*Work order:* Copy out the listing in full, exactly as written, but not its pictures.

# # # #

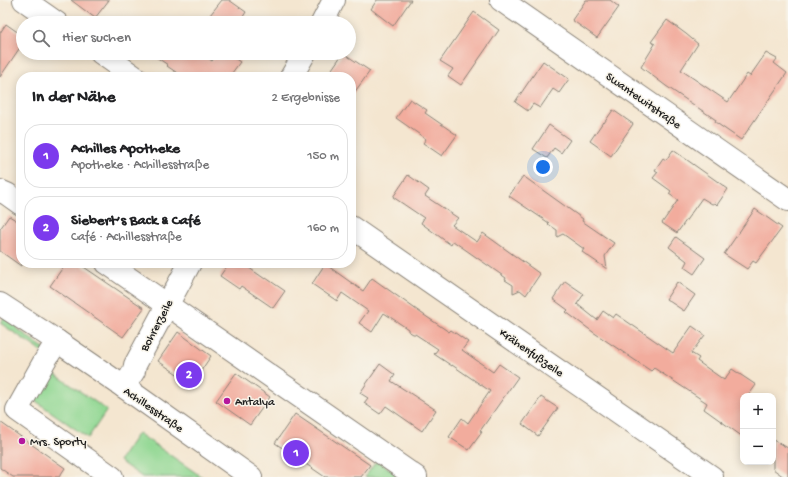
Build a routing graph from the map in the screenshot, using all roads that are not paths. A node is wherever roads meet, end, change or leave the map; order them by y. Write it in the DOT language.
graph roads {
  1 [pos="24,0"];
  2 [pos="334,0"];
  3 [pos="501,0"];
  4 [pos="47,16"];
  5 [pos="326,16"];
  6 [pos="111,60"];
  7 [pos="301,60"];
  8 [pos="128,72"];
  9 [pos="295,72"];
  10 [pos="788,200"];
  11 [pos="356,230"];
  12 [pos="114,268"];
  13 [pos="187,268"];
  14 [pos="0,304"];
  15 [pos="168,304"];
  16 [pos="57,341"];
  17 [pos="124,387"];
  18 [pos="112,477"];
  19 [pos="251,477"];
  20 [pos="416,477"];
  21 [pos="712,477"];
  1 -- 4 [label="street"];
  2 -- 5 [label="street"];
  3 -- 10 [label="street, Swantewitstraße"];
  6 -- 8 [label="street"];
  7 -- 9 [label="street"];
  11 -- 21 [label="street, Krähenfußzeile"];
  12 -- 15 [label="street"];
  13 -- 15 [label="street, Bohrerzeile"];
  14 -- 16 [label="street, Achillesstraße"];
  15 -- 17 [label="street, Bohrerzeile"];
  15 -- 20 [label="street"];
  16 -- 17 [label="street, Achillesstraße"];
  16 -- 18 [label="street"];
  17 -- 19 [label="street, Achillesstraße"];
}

# # # #

*Problem solution:*
Build a routing graph from the map in the screenshot, using all roads that are not paths. A node is wherever roads meet, end, change or leave the map; order them by y. Write it in the DOT language.
graph roads {
  1 [pos="24,0"];
  2 [pos="334,0"];
  3 [pos="501,0"];
  4 [pos="47,16"];
  5 [pos="326,16"];
  6 [pos="111,60"];
  7 [pos="301,60"];
  8 [pos="128,72"];
  9 [pos="295,72"];
  10 [pos="788,200"];
  11 [pos="356,230"];
  12 [pos="114,268"];
  13 [pos="187,268"];
  14 [pos="0,304"];
  15 [pos="168,304"];
  16 [pos="57,341"];
  17 [pos="124,387"];
  18 [pos="112,477"];
  19 [pos="251,477"];
  20 [pos="416,477"];
  21 [pos="712,477"];
  1 -- 4 [label="street"];
  2 -- 5 [label="street"];
  3 -- 10 [label="street, Swantewitstraße"];
  6 -- 8 [label="street"];
  7 -- 9 [label="street"];
  11 -- 21 [label="street, Krähenfußzeile"];
  12 -- 15 [label="street"];
  13 -- 15 [label="street, Bohrerzeile"];
  14 -- 16 [label="street, Achillesstraße"];
  15 -- 17 [label="street, Bohrerzeile"];
  15 -- 20 [label="street"];
  16 -- 17 [label="street, Achillesstraße"];
  16 -- 18 [label="street"];
  17 -- 19 [label="street, Achillesstraße"];
}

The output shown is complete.